Matthew Velasco, assistant professor in the Department of , has been named a 2020 Career Enhancement Fellow by the Woodrow Wilson National Fellowship Foundation. The Fellowship, funded by The Andrew W. Mellon Foundation, creates career development opportunities for selected faculty fellows with promising research projects.
The Fellowship will support Professor Velasco as he works on his current book project, which revolves around cranial modification, the practice of binding and reshaping an infant’s head.
Professor Velasco shared this project description:
My book project, The Mountain Embodied: Head Shaping and the Making of Personhood in the Ancient Andes, examines how cranial modification emerged historically and helped reshape the boundaries of power and personhood in late prehispanic Peru (A.D. 1000-1532). Drawing from Spanish colonial documents, scholars have typically viewed cranial modification as an emblem of ethnicity under the Inka Empire. From this perspective, differences in head shape, dress, and other so-called ethnic customs marked one “kind of people” as distinct from another.
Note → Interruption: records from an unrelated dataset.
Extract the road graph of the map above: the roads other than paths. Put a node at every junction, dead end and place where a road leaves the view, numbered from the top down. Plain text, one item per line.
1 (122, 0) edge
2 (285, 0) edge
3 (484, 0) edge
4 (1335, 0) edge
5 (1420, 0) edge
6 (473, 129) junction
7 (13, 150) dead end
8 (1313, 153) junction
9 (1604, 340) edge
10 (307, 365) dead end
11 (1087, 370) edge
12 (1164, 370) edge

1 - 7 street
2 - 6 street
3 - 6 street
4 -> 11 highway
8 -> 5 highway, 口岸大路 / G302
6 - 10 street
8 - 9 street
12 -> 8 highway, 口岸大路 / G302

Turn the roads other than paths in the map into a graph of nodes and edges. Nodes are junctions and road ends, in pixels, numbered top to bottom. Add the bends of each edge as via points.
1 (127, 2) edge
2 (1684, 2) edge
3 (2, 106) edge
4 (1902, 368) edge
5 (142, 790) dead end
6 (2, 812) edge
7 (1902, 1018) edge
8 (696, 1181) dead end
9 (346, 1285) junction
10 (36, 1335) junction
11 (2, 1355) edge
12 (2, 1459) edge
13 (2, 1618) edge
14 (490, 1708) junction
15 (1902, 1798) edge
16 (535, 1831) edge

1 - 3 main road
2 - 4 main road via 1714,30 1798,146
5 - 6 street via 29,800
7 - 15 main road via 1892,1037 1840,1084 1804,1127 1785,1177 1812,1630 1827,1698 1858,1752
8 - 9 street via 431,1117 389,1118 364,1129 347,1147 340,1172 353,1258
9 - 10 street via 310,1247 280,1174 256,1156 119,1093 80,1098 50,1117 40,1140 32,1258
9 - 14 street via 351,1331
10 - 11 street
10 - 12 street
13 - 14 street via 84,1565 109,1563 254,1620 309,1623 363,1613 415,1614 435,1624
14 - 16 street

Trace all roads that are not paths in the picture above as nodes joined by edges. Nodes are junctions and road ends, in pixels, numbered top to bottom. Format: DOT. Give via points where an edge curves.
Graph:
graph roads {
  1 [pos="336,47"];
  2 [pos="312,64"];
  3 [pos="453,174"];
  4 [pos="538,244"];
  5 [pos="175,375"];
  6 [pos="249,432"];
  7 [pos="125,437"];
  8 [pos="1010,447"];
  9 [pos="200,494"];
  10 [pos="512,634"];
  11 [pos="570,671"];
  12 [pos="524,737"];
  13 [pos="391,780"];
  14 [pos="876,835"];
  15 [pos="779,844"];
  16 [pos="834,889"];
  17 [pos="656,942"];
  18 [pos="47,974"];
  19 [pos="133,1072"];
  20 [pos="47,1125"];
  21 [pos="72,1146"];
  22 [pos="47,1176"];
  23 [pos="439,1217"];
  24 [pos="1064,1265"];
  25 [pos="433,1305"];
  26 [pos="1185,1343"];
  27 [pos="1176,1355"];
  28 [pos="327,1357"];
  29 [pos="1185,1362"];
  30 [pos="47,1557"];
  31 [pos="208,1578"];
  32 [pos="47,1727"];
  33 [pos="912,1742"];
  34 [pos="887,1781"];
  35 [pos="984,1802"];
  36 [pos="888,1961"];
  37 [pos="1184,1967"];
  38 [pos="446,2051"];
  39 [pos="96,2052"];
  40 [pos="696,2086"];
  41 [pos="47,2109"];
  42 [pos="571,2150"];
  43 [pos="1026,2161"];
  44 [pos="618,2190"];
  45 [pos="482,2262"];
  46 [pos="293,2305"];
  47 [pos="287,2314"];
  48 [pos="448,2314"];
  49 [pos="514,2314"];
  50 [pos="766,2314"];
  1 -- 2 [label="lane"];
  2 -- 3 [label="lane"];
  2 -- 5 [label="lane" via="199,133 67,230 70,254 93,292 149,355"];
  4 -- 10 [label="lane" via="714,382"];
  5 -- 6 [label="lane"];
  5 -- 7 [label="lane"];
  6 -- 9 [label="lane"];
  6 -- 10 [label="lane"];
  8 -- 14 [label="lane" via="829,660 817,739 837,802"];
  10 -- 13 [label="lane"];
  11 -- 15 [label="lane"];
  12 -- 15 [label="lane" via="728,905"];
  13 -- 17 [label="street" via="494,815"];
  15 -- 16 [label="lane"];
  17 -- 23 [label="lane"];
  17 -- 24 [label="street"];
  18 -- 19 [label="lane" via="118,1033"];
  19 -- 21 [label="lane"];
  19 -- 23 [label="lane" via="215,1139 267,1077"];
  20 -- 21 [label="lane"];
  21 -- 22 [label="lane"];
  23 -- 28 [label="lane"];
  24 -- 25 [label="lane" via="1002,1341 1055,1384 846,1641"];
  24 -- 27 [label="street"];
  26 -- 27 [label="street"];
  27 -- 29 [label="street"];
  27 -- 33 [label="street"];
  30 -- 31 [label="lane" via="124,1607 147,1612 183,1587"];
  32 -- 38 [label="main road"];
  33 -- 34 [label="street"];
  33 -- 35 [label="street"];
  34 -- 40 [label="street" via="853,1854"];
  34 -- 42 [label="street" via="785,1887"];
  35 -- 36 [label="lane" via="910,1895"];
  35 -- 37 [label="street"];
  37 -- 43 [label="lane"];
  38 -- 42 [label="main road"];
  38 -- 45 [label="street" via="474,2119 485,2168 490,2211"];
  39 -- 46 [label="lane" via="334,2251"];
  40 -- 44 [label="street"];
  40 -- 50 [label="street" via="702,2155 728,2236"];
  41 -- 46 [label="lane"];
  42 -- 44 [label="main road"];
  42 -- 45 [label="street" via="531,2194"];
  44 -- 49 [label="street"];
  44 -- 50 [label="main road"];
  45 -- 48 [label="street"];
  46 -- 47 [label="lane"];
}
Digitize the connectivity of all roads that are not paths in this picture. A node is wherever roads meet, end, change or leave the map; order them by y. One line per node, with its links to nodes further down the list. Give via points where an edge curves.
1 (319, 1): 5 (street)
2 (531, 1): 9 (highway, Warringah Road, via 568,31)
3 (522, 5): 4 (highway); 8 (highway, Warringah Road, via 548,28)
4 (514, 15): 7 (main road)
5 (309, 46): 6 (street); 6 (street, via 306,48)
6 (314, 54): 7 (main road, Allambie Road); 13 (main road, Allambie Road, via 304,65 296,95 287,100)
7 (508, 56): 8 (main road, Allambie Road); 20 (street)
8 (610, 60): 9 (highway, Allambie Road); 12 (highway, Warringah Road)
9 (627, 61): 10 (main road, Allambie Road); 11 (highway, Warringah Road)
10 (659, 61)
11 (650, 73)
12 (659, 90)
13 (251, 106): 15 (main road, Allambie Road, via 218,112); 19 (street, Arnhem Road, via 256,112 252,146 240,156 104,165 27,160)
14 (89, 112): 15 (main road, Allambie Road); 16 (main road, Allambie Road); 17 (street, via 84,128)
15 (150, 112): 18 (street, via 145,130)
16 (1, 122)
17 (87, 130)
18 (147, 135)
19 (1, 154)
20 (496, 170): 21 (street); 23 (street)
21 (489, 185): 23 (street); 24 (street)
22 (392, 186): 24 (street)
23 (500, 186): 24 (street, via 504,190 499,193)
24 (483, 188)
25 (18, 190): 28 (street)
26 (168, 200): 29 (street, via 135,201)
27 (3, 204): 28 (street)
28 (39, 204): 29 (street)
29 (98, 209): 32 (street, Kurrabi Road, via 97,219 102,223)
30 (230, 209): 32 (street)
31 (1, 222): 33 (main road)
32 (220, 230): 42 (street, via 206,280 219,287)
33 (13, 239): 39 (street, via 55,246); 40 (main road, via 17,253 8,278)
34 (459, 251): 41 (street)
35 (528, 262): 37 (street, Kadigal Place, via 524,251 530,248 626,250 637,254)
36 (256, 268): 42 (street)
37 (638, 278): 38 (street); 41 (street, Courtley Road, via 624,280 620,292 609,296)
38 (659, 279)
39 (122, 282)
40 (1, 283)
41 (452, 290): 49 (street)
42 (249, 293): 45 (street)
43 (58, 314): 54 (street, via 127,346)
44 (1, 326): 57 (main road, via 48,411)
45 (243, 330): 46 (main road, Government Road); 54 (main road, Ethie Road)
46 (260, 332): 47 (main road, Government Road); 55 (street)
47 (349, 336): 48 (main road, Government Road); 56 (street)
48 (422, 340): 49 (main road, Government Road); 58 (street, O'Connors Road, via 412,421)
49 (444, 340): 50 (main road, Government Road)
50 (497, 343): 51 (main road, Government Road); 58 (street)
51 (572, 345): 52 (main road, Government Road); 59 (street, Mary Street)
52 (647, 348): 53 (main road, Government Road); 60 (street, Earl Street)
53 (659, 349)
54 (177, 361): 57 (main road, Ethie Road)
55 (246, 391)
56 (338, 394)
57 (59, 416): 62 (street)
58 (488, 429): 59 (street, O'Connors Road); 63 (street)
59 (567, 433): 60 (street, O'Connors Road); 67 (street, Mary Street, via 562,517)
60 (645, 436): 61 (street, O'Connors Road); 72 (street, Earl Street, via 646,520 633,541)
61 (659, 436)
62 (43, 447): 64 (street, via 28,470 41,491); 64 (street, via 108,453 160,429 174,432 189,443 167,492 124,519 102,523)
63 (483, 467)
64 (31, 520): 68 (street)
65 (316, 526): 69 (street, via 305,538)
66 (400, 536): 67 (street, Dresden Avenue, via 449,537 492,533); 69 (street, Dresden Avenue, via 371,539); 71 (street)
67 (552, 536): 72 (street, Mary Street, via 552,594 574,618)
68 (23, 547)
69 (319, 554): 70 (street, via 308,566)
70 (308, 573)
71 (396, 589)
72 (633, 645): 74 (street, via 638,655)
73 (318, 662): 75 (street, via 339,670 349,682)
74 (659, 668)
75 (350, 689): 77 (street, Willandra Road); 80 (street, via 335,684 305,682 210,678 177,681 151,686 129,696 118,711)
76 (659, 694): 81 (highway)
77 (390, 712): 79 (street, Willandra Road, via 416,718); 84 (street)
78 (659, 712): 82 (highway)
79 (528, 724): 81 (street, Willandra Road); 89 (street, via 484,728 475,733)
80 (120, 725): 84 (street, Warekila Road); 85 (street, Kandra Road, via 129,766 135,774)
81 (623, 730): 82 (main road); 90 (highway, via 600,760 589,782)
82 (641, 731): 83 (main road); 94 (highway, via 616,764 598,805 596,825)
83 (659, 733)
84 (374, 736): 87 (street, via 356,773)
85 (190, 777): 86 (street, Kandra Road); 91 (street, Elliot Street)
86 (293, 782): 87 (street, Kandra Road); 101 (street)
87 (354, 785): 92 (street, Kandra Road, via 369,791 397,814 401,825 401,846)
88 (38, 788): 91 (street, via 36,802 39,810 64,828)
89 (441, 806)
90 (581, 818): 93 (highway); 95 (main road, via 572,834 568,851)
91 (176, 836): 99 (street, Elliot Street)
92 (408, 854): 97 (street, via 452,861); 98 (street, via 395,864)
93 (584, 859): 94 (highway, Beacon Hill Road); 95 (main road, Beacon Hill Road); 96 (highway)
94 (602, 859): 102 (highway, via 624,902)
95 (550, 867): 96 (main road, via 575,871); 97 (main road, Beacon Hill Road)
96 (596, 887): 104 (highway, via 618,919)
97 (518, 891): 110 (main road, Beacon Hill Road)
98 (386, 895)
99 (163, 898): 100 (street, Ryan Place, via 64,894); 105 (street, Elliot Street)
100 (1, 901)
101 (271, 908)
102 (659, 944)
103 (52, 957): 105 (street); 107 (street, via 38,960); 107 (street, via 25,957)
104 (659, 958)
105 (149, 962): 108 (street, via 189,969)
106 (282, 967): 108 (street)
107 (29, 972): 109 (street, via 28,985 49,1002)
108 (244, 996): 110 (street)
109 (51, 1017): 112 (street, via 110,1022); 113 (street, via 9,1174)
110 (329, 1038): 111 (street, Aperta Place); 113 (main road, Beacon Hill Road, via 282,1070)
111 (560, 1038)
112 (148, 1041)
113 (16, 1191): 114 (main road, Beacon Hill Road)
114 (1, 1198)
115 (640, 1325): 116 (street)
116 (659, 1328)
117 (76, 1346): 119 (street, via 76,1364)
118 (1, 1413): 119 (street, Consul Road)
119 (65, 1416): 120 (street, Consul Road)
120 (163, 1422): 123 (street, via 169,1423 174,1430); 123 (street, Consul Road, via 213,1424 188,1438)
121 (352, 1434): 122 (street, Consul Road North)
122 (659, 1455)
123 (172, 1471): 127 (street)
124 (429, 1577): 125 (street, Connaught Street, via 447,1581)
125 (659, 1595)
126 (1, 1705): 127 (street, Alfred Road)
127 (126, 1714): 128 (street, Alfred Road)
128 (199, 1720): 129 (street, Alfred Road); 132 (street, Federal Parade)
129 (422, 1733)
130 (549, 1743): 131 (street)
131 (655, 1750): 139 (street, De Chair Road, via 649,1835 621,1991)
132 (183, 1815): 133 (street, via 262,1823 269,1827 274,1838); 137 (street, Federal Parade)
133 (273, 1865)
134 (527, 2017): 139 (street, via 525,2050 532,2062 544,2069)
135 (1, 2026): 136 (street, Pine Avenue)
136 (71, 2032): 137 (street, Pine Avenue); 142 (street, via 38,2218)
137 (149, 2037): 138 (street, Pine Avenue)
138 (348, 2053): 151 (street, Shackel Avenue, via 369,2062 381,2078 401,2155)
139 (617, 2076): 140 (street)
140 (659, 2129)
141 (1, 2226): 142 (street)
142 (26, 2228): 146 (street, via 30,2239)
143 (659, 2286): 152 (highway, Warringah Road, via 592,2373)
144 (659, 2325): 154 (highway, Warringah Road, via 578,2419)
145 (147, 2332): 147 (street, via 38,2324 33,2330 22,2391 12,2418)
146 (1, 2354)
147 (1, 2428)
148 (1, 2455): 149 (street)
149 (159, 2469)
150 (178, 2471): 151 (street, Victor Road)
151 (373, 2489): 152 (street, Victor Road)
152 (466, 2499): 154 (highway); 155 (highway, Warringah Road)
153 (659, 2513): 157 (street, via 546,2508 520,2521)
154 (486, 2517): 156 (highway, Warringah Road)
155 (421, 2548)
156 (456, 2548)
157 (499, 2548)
Indeed, in the late 16th century, native lords of the Collaguas province in the south-central Peruvian highlands told their Spanish overseers that they bound the heads of their infants to mold them in the form of the mountain from which they descended. As layered as these indigenous testimonies are, studies that have treated them as windows into the prehispanic past unwittingly risk privileging the ethnopolitics of the colonial period.
By contrast, this book aims to dial back the clock four hundred years to uncover the long-term history of head shaping in the very region where the above-mentioned account was recorded. My analysis of human skeletal remains from Collagua cemeteries traces the practice’s rise in frequency in the centuries prior to Inka and Spanish colonialism. I show how the construction of a shared and embodied collective identity, while a basis for ethnic solidarity, also bred greater diversity of lived experiences and contributed to emerging social inequalities. Even individuals with the same head shape show marked variability in early childhood diet, practices of mobility, and evidence for violent encounters later in life. By situating cranial modification at the intersection of gender, kinship, and status, I argue for a more dynamic understanding of what it meant to be modified—one that takes into account other aspects of social identity beyond ethnicity and takes seriously the indigenous worldviews and practices that animated relations between bodies and mountains. Such an approach underscores how concepts of personhood are fundamentally political in nature, working to naturalize certain kinds of bodies as distinct and privileged.